Thin air

It’s pitch dark and I just know something is wrong. A creeping panic is taking over me but I’m too tired to understand why. For a few seconds that feels like an eternity, everything is silent. With raw power that I cant control, my lungs are screaming for oxygen and eagerly suck in the cold mountain air. I roll over in my sleeping bag and kneel up to focus on my breath. I’m nauseous, my head is aching, it’s hard to breathe and I’m surrounded by darkness in the middle of the night. Maybe I should not be here, but I am. Cope with it Andreas. This night was supposed to be the summit night, but this time you have taken it a little bit to far. If you just had taken it easy today you would have been in prime shape for the summit push. But no, you went half way up the mountain and then down to the base to get that heavy bag, just for training, just to get as much in as possible. Acclimatisation works hell of a lot better when not wasted, and you knew this, didn’t you? Well, showing serious signs of AMS, the only sober thing to do is to go down first thing in the morning. We will lose this weather window, but that’s just how it is. On the other hand, after a few days rest in town, the strength will be back and even stronger than before.
Lesson learned – time at first glance wasted, at second thought well invested.

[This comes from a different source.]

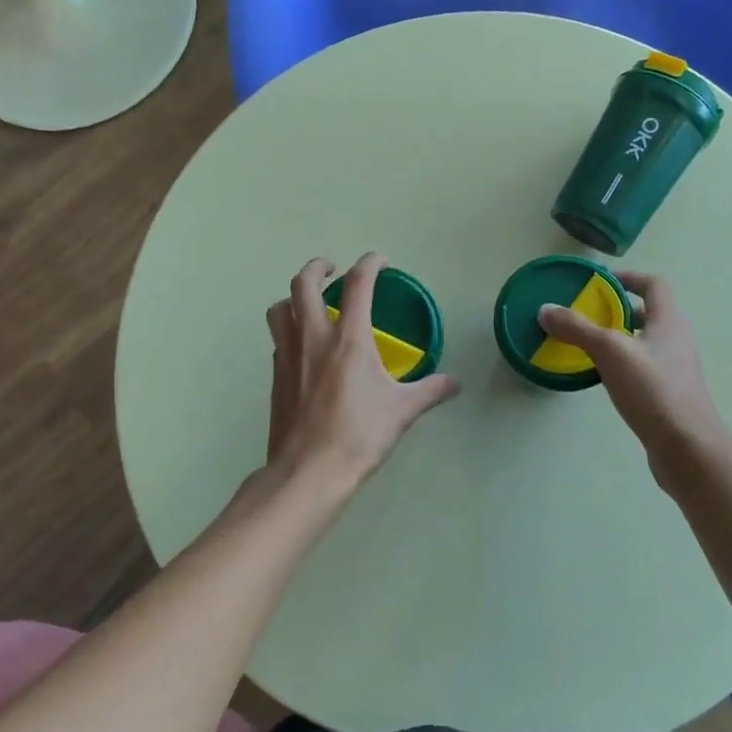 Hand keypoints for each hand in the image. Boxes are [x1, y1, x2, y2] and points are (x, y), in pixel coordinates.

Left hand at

That’s why I’m here, for my own inner reasons of course, but also to learn from the mountains first hand. Its just always there; the fight with the ego, the fight for success in the short-term perspective. It’s curious how the ego doesn’t seem to understand that it’s not about one battle, but about winning the war in the end – if you like to use the warrior term analogies.  

The debates and the chattering in the head continue in the dark. The pain keeps on vibrating in the silence. But there is also this inner smile observing it all, taking away most of the apparent importance. Left are only the thin air, the cold and the moist steaming from my frightened breathing.